What are the signs of croup/acute laryngotracheobronchitis?
- Febrile
- Respiratory rate of 40
- Cyanosis
- Inspiratory stridor
- Hoarse throat.
What is the management for croup/acute laryngotracheobronchitis?
- Nebulised adrenaline: short term relief
* Oral or IM corticosteroids e.g. dexamethasone + oxygen and fluids.
What is pneumonia?
Pneumonia is the general term attached to inflammation of the lung parenchyma.
What are the most common causes of pneumonia?
Usually due to infection that affects distal airways and alveoli with formation of an inflammatory exudate. Usually bacterial but can be viral or fungal. With intense infiltration of neutrophils in and around alveoli and terminal bronchioles.
How are the types of pneumonia categorised?
The setting which person has contracted the infection in.
What are types of pneumonia?
- Community-acquired pneumonia
- Hospital-acquired pneumonia: acquired at least 48 hours after hospital admission, usually most resistant. In the elderly, ventilator-associated, post-op, immunocompromised, aspiration pneumonia (inhaling something that shouldn’t be allowed e.g. food which isn’t sterile)
- Aspiration pneumonia: associated with the aspiration of food material or stomach contents into the lungs and caused by impaired swallowing. Most likely to end up in the right middle lobe or the right upper lobe.

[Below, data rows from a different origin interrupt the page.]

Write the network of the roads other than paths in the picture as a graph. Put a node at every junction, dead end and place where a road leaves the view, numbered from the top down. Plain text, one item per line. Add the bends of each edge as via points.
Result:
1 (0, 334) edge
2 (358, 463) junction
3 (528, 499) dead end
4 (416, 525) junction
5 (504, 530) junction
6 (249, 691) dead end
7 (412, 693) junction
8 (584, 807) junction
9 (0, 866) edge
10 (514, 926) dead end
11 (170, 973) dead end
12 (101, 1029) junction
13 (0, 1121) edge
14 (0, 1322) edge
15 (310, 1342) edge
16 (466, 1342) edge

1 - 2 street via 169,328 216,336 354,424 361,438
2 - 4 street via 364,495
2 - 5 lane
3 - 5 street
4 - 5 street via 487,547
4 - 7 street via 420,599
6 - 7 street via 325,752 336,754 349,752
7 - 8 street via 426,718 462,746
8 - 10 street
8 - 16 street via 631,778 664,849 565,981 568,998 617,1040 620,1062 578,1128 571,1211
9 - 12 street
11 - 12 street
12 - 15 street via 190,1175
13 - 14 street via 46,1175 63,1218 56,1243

- Pneumonia in immunocompromised patient: acquired through either a genetic defect, immunosuppressive medication or acquired immunodeficiency, as in HIV
- Ventilator-acquired pneumonia: acquired through mechanical ventilation on a critical care e.g. Acinetobacter baumanii).

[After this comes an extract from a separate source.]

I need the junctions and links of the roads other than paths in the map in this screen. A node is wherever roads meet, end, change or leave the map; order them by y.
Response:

What is the common cause of immunocompromised pneumonia?
Pneumocystis jirovecii.
Radiographic appearance is diffuse bilateral alveolar and interstitial shadowing, localised infiltration and first line treatment co-trimoxale.
What is the most common cause of community acquired pneumonia?
Strep pneumoniae.
What type of bacteria is strep pneumonia?
Gram positive cocci. Alpha haemolytic.
What are the causes of community acquired pneumonia?
Strep pneumoniae (40%). Chlamydophila pneumoniae (13%). Mycoplasma pneumoniae (11%). H. influenzae B (5%). Legionella pneumophilia (5%). Klebsiella pneumoniae (rare). S. aureus. No diagnosis (31%).
What type of bacteria is H. influenzae?
Gram negative coccobacilli.
What is atypical pneumonia?
Immunosuppressed, pre-existing lung disease and don’t respond to amoxicillin.